**What the task requires:** Below are some records: retype them all exactly, but not the pictures.

--- Source material Enclosed Below ---

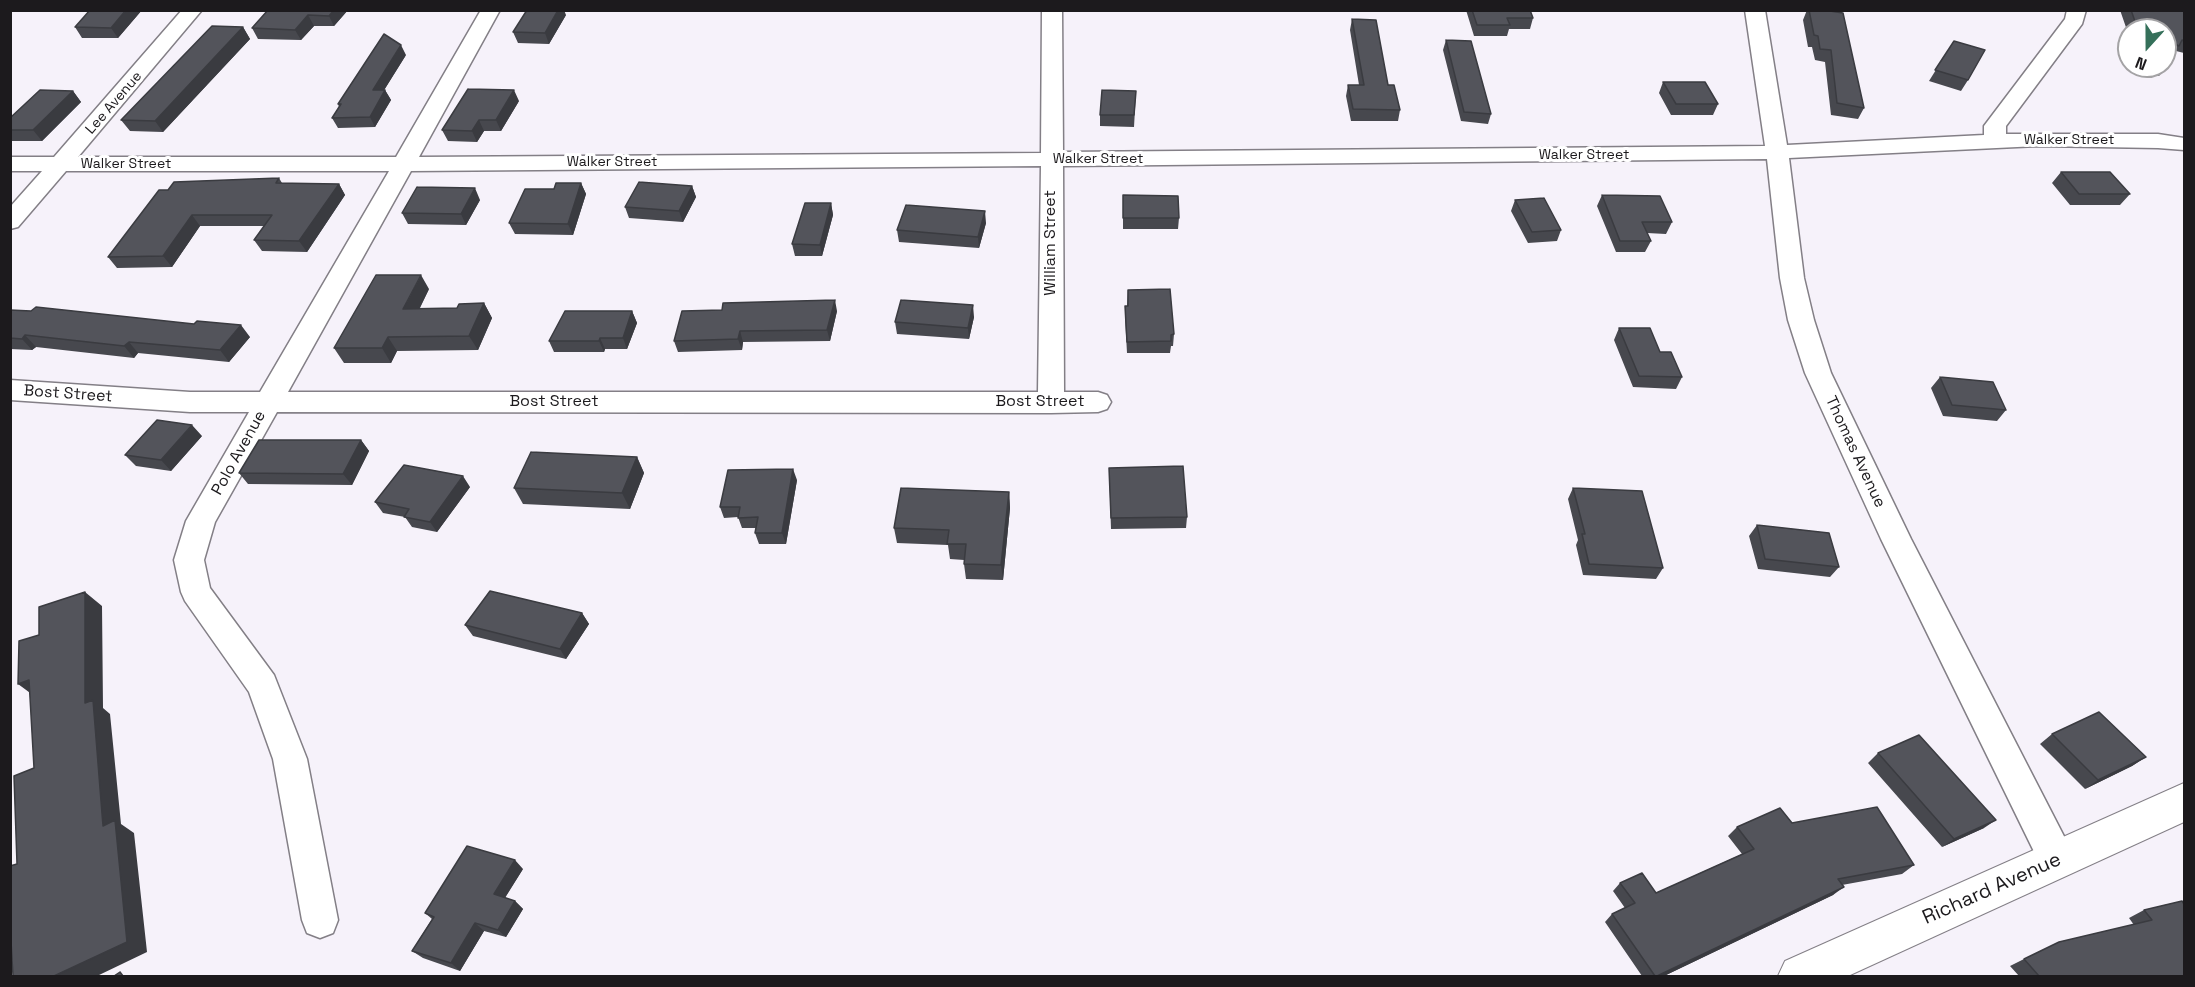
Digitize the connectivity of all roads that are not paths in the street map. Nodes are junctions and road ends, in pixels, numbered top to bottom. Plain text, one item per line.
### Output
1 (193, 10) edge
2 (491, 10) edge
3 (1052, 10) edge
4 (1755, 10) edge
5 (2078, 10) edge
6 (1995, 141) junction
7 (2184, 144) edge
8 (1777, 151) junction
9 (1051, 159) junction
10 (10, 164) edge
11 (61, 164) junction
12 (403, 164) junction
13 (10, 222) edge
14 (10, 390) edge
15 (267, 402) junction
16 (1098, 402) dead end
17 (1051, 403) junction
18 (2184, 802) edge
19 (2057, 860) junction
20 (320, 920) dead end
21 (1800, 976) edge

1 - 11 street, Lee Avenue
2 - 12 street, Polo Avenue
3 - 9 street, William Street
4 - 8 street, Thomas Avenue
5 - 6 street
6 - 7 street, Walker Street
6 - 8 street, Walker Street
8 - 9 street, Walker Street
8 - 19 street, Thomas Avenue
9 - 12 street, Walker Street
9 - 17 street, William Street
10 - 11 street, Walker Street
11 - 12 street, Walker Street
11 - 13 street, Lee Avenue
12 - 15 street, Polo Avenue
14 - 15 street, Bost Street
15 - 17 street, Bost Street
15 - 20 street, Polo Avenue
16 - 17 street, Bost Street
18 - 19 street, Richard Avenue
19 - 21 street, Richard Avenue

--- End of Enclosed Source material ---

**Result of the task:**
Digitize the connectivity of all roads that are not paths in the street map. Nodes are junctions and road ends, in pixels, numbered top to bottom. Plain text, one item per line.
### Output
1 (193, 10) edge
2 (491, 10) edge
3 (1052, 10) edge
4 (1755, 10) edge
5 (2078, 10) edge
6 (1995, 141) junction
7 (2184, 144) edge
8 (1777, 151) junction
9 (1051, 159) junction
10 (10, 164) edge
11 (61, 164) junction
12 (403, 164) junction
13 (10, 222) edge
14 (10, 390) edge
15 (267, 402) junction
16 (1098, 402) dead end
17 (1051, 403) junction
18 (2184, 802) edge
19 (2057, 860) junction
20 (320, 920) dead end
21 (1800, 976) edge

1 - 11 street, Lee Avenue
2 - 12 street, Polo Avenue
3 - 9 street, William Street
4 - 8 street, Thomas Avenue
5 - 6 street
6 - 7 street, Walker Street
6 - 8 street, Walker Street
8 - 9 street, Walker Street
8 - 19 street, Thomas Avenue
9 - 12 street, Walker Street
9 - 17 street, William Street
10 - 11 street, Walker Street
11 - 12 street, Walker Street
11 - 13 street, Lee Avenue
12 - 15 street, Polo Avenue
14 - 15 street, Bost Street
15 - 17 street, Bost Street
15 - 20 street, Polo Avenue
16 - 17 street, Bost Street
18 - 19 street, Richard Avenue
19 - 21 street, Richard Avenue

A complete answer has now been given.